This project wraps the LINE Messaging API as an MCP server. Treat LINE credentials, user identifiers, and webhook payloads as sensitive operational data.

Supported Versions

Security fixes are provided for the latest published version of @zients/line-mcp-server.

Version Supported
Latest release Yes
Older releases No

Reporting a Vulnerability

Do not report token leaks, account access issues, private user IDs, webhook payloads, or exploitable API behavior in a public issue.

Use GitHub private vulnerability reporting or GitHub Security Advisories for this repository. Include enough detail to reproduce the issue without including live credentials or private LINE data.

If private reporting is not available, open a public issue with only a minimal description and ask for a private reporting channel. Do not include secrets, tokens, private user IDs, group IDs, room IDs, webhook payloads, logs containing personal data, or account screenshots.

Secrets and Sensitive Values

The following values must not be committed, pasted into public issues, or included in logs:

  • CHANNEL_ACCESS_TOKEN
  • LINE long-lived or short-lived channel access tokens
  • LINE webhook secrets or signature validation secrets, if added in the future
  • Real DEFAULT_UID values from private accounts
  • Real group IDs, room IDs, and user IDs from private chats
  • Webhook payloads that include message contents or profile data

DEFAULT_UID is not an API credential, but it is still a private LINE User ID. Treat it as personal data.

Local Configuration

Use environment variables or your MCP client's secret storage for credentials. Do not store real credentials in committed files.
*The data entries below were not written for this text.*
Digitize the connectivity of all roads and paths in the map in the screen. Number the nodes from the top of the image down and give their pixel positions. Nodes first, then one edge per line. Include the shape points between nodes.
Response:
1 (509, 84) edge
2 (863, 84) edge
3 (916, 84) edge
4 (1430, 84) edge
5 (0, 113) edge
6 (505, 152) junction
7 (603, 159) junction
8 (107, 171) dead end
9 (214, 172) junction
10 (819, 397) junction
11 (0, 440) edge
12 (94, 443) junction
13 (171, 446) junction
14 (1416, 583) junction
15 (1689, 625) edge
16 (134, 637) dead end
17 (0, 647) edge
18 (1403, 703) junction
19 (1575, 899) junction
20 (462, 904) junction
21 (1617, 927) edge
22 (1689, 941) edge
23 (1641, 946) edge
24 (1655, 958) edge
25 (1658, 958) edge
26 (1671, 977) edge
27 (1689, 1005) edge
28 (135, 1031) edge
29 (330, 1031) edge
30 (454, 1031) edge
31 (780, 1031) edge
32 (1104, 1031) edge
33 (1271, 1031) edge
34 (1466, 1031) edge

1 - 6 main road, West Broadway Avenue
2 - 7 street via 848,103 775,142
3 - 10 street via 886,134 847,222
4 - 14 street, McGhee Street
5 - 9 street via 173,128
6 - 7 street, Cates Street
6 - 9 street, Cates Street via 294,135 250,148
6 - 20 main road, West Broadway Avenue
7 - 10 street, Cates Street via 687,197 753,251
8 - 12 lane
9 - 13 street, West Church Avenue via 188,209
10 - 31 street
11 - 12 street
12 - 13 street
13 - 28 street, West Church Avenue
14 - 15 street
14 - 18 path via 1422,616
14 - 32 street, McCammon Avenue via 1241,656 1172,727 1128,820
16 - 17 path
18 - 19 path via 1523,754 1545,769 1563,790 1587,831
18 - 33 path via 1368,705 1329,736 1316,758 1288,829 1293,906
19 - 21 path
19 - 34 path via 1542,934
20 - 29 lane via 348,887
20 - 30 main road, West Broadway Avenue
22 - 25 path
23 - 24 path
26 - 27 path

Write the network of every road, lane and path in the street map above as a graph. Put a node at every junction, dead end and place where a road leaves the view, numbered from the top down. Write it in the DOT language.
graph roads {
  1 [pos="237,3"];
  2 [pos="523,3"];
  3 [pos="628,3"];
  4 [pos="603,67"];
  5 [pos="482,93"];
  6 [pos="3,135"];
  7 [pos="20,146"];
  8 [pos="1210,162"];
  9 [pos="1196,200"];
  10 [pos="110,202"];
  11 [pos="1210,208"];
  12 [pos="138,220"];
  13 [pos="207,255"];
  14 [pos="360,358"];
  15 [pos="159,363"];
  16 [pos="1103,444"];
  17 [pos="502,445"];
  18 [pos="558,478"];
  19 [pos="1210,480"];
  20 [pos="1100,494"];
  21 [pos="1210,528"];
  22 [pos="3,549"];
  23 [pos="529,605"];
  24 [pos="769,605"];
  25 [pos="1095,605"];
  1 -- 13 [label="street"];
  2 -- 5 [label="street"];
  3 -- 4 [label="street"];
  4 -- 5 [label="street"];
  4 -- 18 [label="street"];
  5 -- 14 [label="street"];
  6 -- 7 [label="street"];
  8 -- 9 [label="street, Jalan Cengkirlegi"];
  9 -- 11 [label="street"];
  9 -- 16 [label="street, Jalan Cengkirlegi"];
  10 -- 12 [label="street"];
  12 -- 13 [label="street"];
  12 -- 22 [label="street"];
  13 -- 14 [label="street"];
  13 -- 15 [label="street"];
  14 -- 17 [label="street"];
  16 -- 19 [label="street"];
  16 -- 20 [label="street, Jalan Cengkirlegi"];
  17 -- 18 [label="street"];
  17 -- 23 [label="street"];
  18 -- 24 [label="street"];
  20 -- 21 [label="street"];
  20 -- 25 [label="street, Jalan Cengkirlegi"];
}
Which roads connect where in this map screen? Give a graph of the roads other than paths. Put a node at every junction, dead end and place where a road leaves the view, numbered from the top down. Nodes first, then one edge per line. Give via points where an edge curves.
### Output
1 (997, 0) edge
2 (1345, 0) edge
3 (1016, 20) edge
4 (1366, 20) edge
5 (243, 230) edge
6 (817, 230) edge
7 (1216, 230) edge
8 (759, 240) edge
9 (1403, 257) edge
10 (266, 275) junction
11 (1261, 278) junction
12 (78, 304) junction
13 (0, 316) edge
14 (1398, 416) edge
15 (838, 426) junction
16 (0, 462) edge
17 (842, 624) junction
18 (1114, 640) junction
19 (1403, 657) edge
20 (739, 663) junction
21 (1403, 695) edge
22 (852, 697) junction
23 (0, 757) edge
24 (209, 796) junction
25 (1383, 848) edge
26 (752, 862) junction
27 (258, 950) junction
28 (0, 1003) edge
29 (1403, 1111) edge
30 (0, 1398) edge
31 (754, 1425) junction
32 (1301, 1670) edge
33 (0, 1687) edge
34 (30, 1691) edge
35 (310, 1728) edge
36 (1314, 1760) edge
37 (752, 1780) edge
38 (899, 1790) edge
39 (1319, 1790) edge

This repository intentionally ignores local environment files:

.env
.env.*

Only .env.example should be committed, and it must contain placeholder values.

If a LINE Token Leaks

If a real LINE channel access token is exposed:

  1. Revoke or reissue the token in the LINE Developers Console.
  2. Update every MCP client, deployment, CI secret, or local environment that used the old token.
  3. Remove the token from the affected file, log, artifact, or package.
  4. If the token was committed to git history, assume it is compromised even after deletion.
  5. Review recent LINE Official Account activity and message delivery logs.
  6. Avoid publishing the leaked token again in the incident discussion.

Dependency Security

CI runs an npm audit gate for critical production advisories and reports moderate/high advisories for review. Dependency updates should keep package-lock.json committed and should be verified with:

npm ci
npm run build
npm test
npm pack --dry-run

Scope

Please report issues in this package, its MCP tool behavior, or unsafe handling of LINE credentials. Vulnerabilities in LINE's platform or the LINE Messaging API should also be reported to LINE through their official security process.